Gold nanorods exhibit intense optical
absorption bands in the near-infrared
region of principal interest for applications in biomedical optics,
which originate from sharp plasmon resonances. This high absorbance,
combined with the biochemical inertness and targetability of gold
nanoparticles, makes these materials excellent candidates to provide
contrast in photoacoustic imaging and for other applications such
as the selective hyperthermia of cancer. One issue demoting the potential
of gold nanorods as contrast agents in photoacoustic applications
is their limited photostability, which falls below relevant permissible
exposure limits. In particular, when gold nanorods are resonantly
excited by laser pulses in the nanosecond duration regime, there may
occur phenomena like reshaping into rounder nanoparticles as well
as fragmentation and sublimation, which modify their optical absorption
bands and hinder their efficiency of photoacoustic conversion. Here
we investigate the influence of nanoparticle size on the photostability
and reproducibility of photoacoustic conversion of gold nanorods embedded
in biomimetic phantoms. We compare samples containing gold nanorods
with different sizes but the same shapes and overall optical densities.
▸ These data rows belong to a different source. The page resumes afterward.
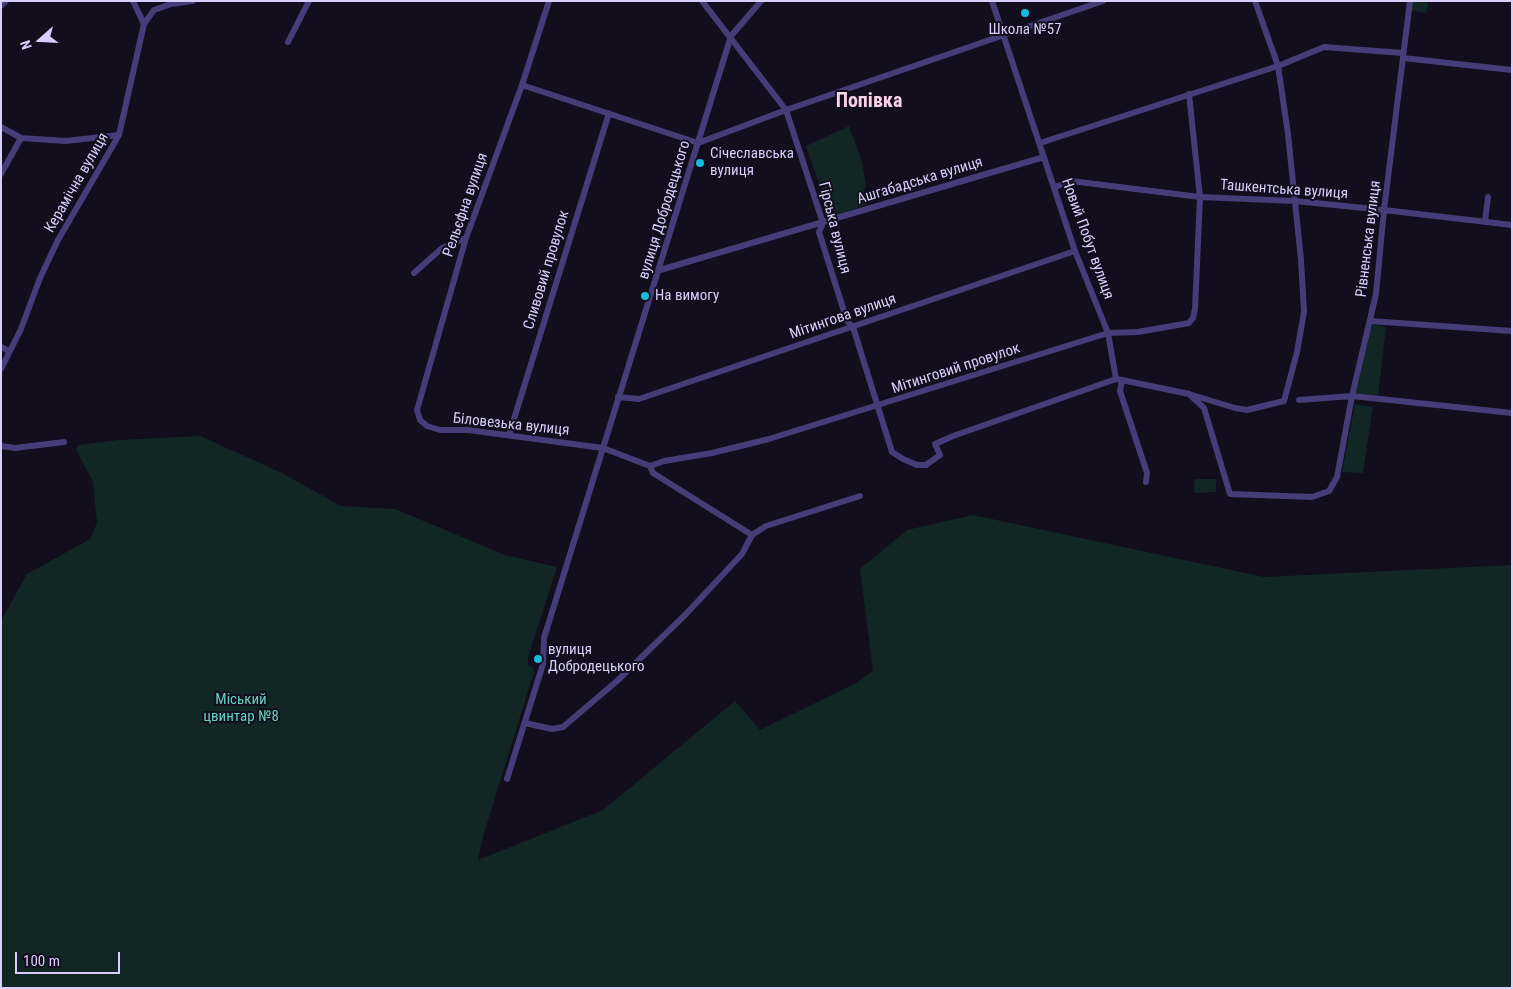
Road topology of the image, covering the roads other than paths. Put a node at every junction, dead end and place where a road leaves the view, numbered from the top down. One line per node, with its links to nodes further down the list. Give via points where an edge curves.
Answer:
1 (6, 1): 12 (street)
2 (133, 1): 13 (street)
3 (193, 1): 13 (street, via 154,10)
4 (309, 1): 16 (street)
5 (549, 1): 20 (street, Рельєфна вулиця)
6 (702, 1): 15 (street, Гірська вулиця)
7 (761, 1): 15 (street, вулиця Добродецького)
8 (992, 1): 14 (street, Новий Побут вулиця)
9 (1103, 1): 14 (street)
10 (1255, 1): 18 (street)
11 (1410, 1): 17 (street, Рівненська вулиця)
12 (1, 6)
13 (144, 24): 25 (street, Керамічна вулиця)
14 (1004, 35): 22 (street); 28 (street, Новий Побут вулиця)
15 (731, 36): 22 (street, Гірська вулиця); 27 (street, вулиця Добродецького)
16 (288, 42)
17 (1403, 55): 18 (street, via 1324,46); 19 (street); 35 (street, Рівненська вулиця)
18 (1278, 66): 21 (street); 34 (street)
19 (1512, 70)
20 (522, 85): 23 (street); 39 (street, Рельєфна вулиця)
21 (1189, 94): 28 (street); 32 (street)
22 (786, 110): 27 (street); 37 (street, Гірська вулиця)
23 (609, 113): 27 (street); 58 (street, Сливовий провулок)
24 (1, 127): 26 (street)
25 (119, 135): 26 (street, via 66,141); 48 (street, Керамічна вулиця, via 58,240)
26 (21, 138): 30 (street)
27 (698, 143): 41 (street, вулиця Добродецького)
28 (1040, 143): 29 (street, Новий Побут вулиця)
29 (1044, 157): 31 (street, Новий Побут вулиця); 37 (street, Ашгабадська вулиця)
30 (1, 174)
31 (1055, 187): 32 (street, Ташкентська вулиця, via 1071,181); 40 (street, Новий Побут вулиця)
32 (1200, 197): 34 (street, Ташкентська вулиця); 46 (street, Мітинговий провулок, via 1193,318 1180,326)
33 (1488, 197): 36 (street)
34 (1295, 201): 35 (street, Ташкентська вулиця); 51 (street, via 1304,312 1284,401 1247,410)
35 (1384, 210): 36 (street, Ташкентська вулиця); 43 (street, Рівненська вулиця, via 1376,294)
36 (1485, 222): 38 (street, Ташкентська вулиця)
37 (823, 223): 41 (street, Ашгабадська вулиця); 44 (street, Гірська вулиця, via 819,232 847,321)
38 (1512, 225)
39 (466, 238): 42 (street, via 442,248); 57 (street, Рельєфна вулиця, via 420,398)
40 (1076, 251): 44 (street, Мітингова вулиця); 46 (street, Новий Побут вулиця)
41 (660, 270): 53 (street, вулиця Добродецького)
42 (414, 273)
43 (1370, 321): 45 (street); 52 (street, Рівненська вулиця)
44 (853, 327): 53 (street, Мітингова вулиця, via 639,399); 55 (street, Гірська вулиця)
45 (1512, 331)
46 (1108, 334): 50 (street, Новий Побут вулиця); 55 (street, Мітинговий провулок)
47 (1, 347): 48 (street)
48 (8, 352): 49 (street, Керамічна вулиця)
49 (1, 369)
50 (1119, 380): 51 (street); 55 (street, Гірська вулиця, via 954,436 936,444 940,455 926,465 903,460 892,452); 63 (street, Новий Побут вулиця, via 1147,473)
51 (1189, 394): 52 (street, Рівненська вулиця, via 1204,408 1230,494 1312,498 1329,491 1337,477)
52 (1352, 396): 54 (street); 56 (street)
53 (618, 397): 61 (street, вулиця Добродецького)
54 (1299, 400)
55 (879, 406): 62 (street, Мітинговий провулок, via 769,439)
56 (1512, 413)
57 (420, 420): 58 (street, Біловезька вулиця, via 440,430)
58 (509, 435): 61 (street, Біловезька вулиця)
59 (64, 442): 60 (street, via 15,448)
60 (1, 446)
61 (603, 448): 62 (street, Біловезька вулиця); 66 (street, вулиця Добродецького, via 544,638 543,664)
62 (650, 466): 65 (street, via 653,473)
63 (1146, 482)
64 (860, 496): 65 (street, via 766,526)
65 (752, 535): 66 (street, via 742,554 686,614 617,681 563,727 552,729)
66 (525, 723): 67 (street, вулиця Добродецького)
67 (507, 779)

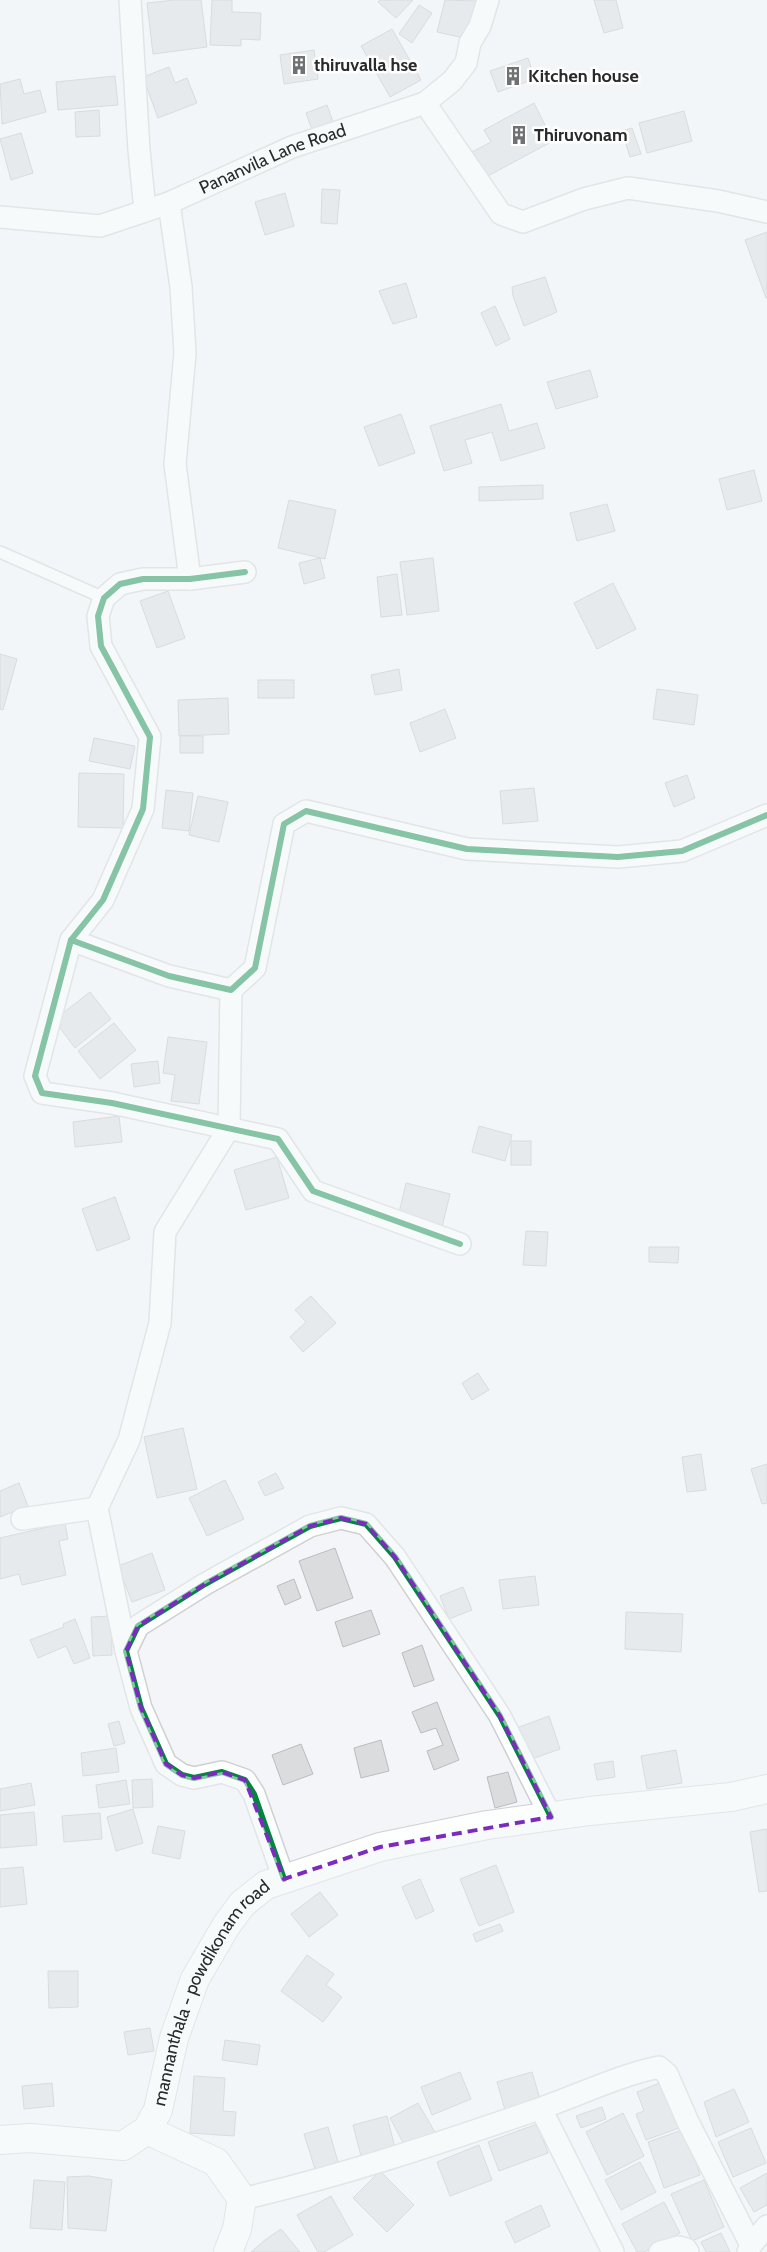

We demonstrate clear size effects as the thresholds of optical fluences
for nanoparticle deformation improve from below 2 to above 6 mJ/cm2 with nanoparticle miniaturization from 22 to 5 nm effective
radii. We interpret these results in terms of a better thermal coupling
and faster heat dissipation from smaller nanoparticles to their environment,
originating from their larger specific surface area.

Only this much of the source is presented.